Sus “calacas” fueron tan populares y sus presencias tan normales que nadie se dio cuenta de la grandiosidad de su obra gráfica ni de la gigantez de su figura. Tuvo que ser Diego Rivera quien lo rescatara del olvido cuando lo incluyó en aquel majestuoso mural “sueño de una tarde de domingo en la Alameda” donde se ve a Posada paseando junto a una Catrina, a Frida Kahlo, José Martí, él mismo de niño con su cara de sapo Bogaert que lo acompañaría hasta el último día de su jodona vida, incluyendo aquellos de París junto a la Bohemia de Modigliani, Pascin, Max Jacob, Apollinaire, Picasso, Hemingway… donde se hizo famoso por sus jabladurías y por pasársela borracho de absenta, apagando el Sol a sombrerazo limpio.
Gracias a Diego se le hizo su museo en Aguascalientes y con el entusiasmo del director de la Casa de Cultura, Víctor Sandoval. Hoy, ese museo alberga más de 5 mil piezas, la mayoría de Posada, bajo la dirección de su directora Ana Rosa Cabrales.
El Museo está en el convento que en gobierno de Benito Juárez fue adquirido por el Estado por las leyes de desamortización de bienes eclesiásticos. Va más gente a ver a los dibujos de Posada que los que van a misa a oír la misma cantaleta cada domingo.
Su popularidad se afianzó con el uso de sus imágenes en las celebraciones del día de los muertos cuando cada mexicano lo festeja como si fuese su cumpleaños, como si cada quien asistiera a su propia muerte.
Ahora bien, la verdadera muerte de Posada se la dio un periódico cuando publicó una foto del pintor José Clemente Orozco, como si fuese él. ¡Qué barbaridad!
Lo que me llamó la atención fue la cantidad de medios mexicanos, unos importantes, otros chimichurris, que han publicado a Orozco con el pie de foto del grabadista. Porque uno se pregunta, ¿es posible que un mexicano con una cultura media pueda confundir a dos íconos del arte de ese país? Y sí, y esa es una prueba más de la ignorancia generalizada que nos arropa, a pesar de tener a mano al tío Google. Lo peor de lo peor es que el partido MORENA la publicara en el aniversario de su muerte el 20 de enero del 1913 incurriendo en el mismo error y que no le costó la presidencia a Sheinbaum porque la oposición es tan ignorante como ellos. Imperdonable, aunque así es el mundo desde el Renacimiento pa’cá.

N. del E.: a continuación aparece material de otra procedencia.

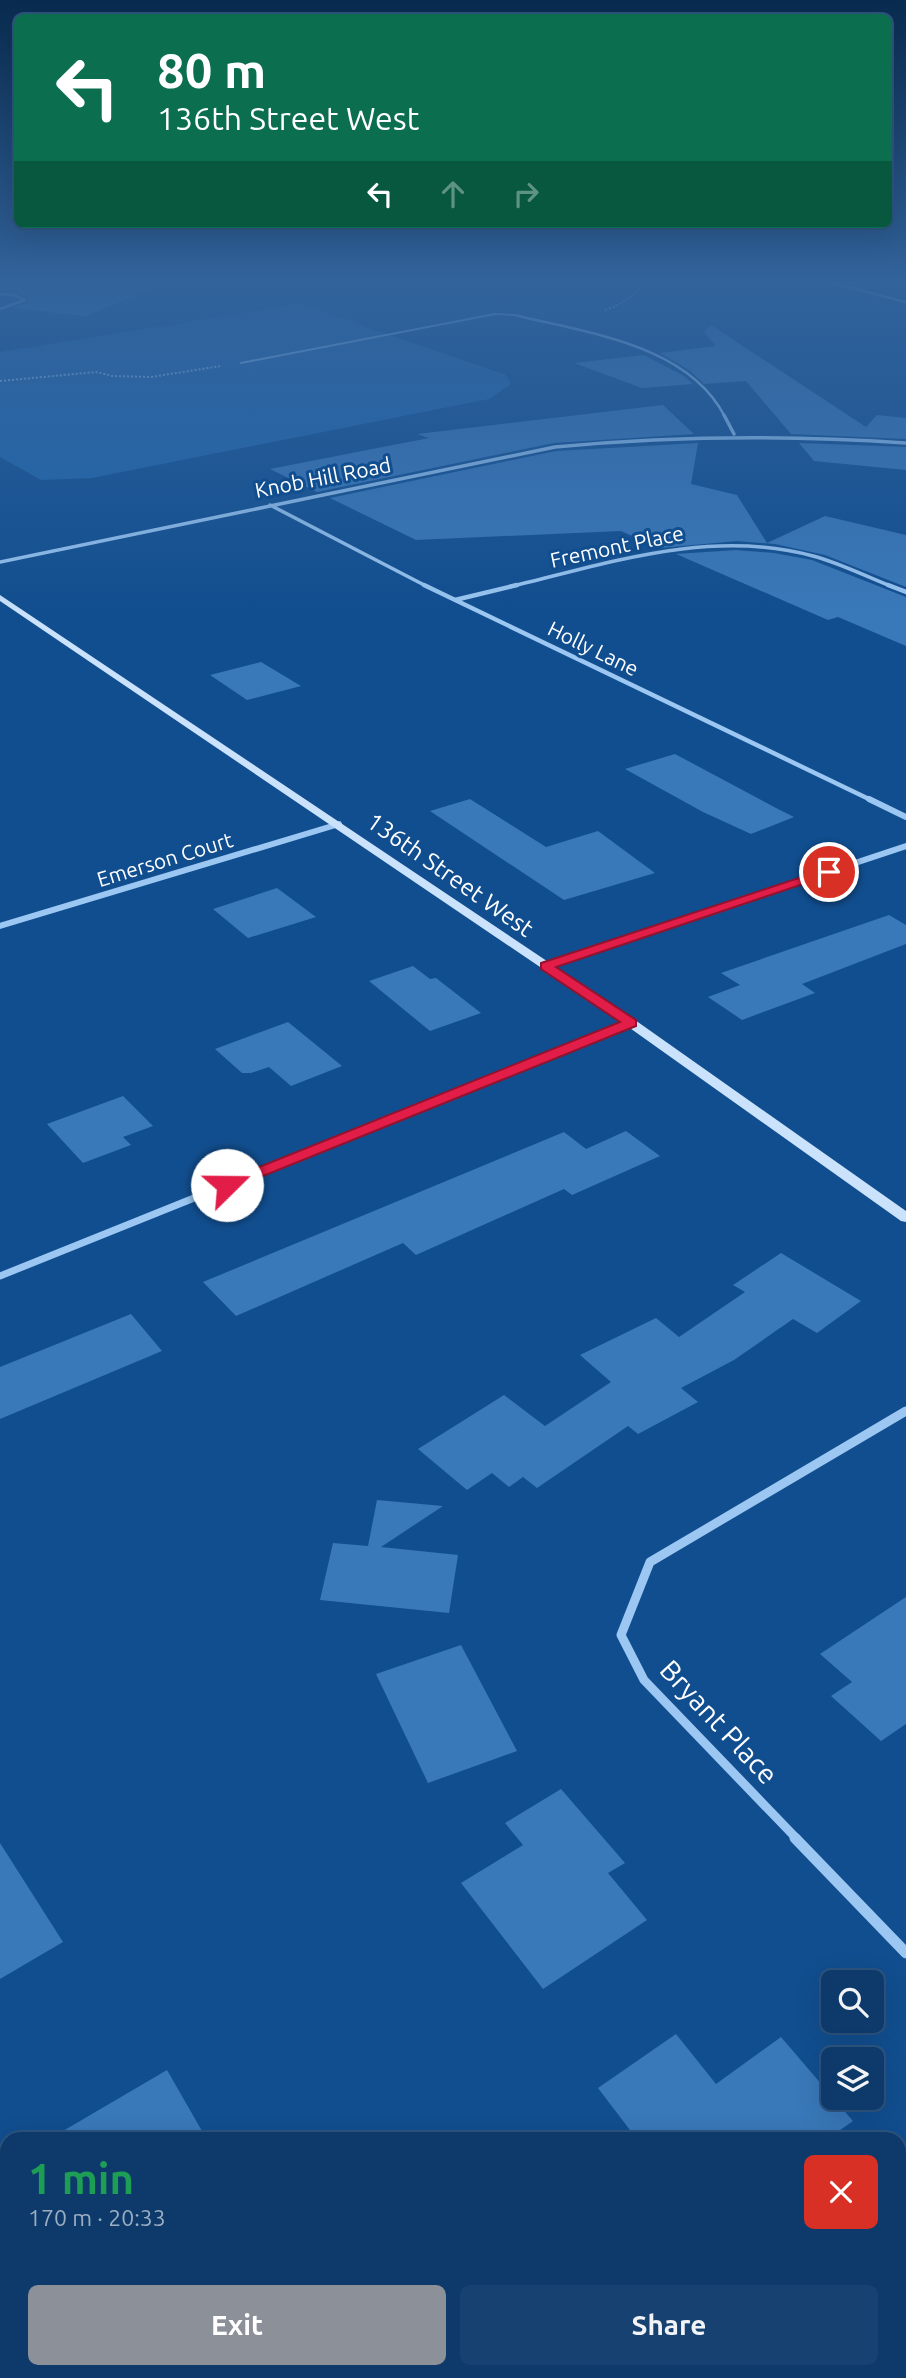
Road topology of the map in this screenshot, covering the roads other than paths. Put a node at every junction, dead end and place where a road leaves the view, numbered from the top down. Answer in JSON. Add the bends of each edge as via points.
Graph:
{"nodes":[{"id":1,"x":711,"y":392,"type":"edge"},
{"id":2,"x":734,"y":434,"type":"junction"},
{"id":3,"x":906,"y":443,"type":"edge"},
{"id":4,"x":269,"y":505,"type":"junction"},
{"id":5,"x":0,"y":562,"type":"edge"},
{"id":6,"x":906,"y":592,"type":"edge"},
{"id":7,"x":0,"y":597,"type":"edge"},
{"id":8,"x":455,"y":601,"type":"junction"},
{"id":9,"x":906,"y":817,"type":"edge"},
{"id":10,"x":340,"y":824,"type":"junction"},
{"id":11,"x":906,"y":846,"type":"edge"},
{"id":12,"x":0,"y":926,"type":"edge"},
{"id":13,"x":545,"y":966,"type":"junction"},
{"id":14,"x":631,"y":1023,"type":"junction"},
{"id":15,"x":906,"y":1218,"type":"edge"},
{"id":16,"x":0,"y":1276,"type":"edge"},
{"id":17,"x":906,"y":1411,"type":"edge"},
{"id":18,"x":906,"y":1954,"type":"edge"}],
"edges":[{"from":1,"to":2,"type":"street"},
{"from":2,"to":3,"type":"street","name":"Knob Hill Road"},
{"from":2,"to":4,"type":"street","name":"Knob Hill Road","via":[[555,447]]},
{"from":4,"to":5,"type":"street","name":"Knob Hill Road"},
{"from":4,"to":8,"type":"street","name":"Holly Lane"},
{"from":6,"to":8,"type":"street","name":"Fremont Place","via":[[815,556],[732,544],[665,550]]},
{"from":7,"to":10,"type":"street","name":"136th Street West"},
{"from":8,"to":9,"type":"street","name":"Holly Lane"},
{"from":10,"to":12,"type":"street","name":"Emerson Court"},
{"from":10,"to":13,"type":"street","name":"136th Street West"},
{"from":11,"to":13,"type":"street"},
{"from":13,"to":14,"type":"street","name":"136th Street West"},
{"from":14,"to":15,"type":"street","name":"136th Street West"},
{"from":14,"to":16,"type":"street"},
{"from":17,"to":18,"type":"street","name":"Bryant Place","via":[[650,1562],[621,1635],[645,1680]]}]}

Nadie se asombra frente al espejo y menos los políticos que de cultura conocen a penas el Photoshop que les quita las arrugas. ¿Qué funcionario burocrático entiende de arte? Pero se pavonean hablando “pluma e burro” como si tal cosa. Tienen, eso sí, el tupé, por lo de Dunning-Kruger, de aceptar cargos de “once varas” desde donde imponen sus frustraciones. Califéeeee!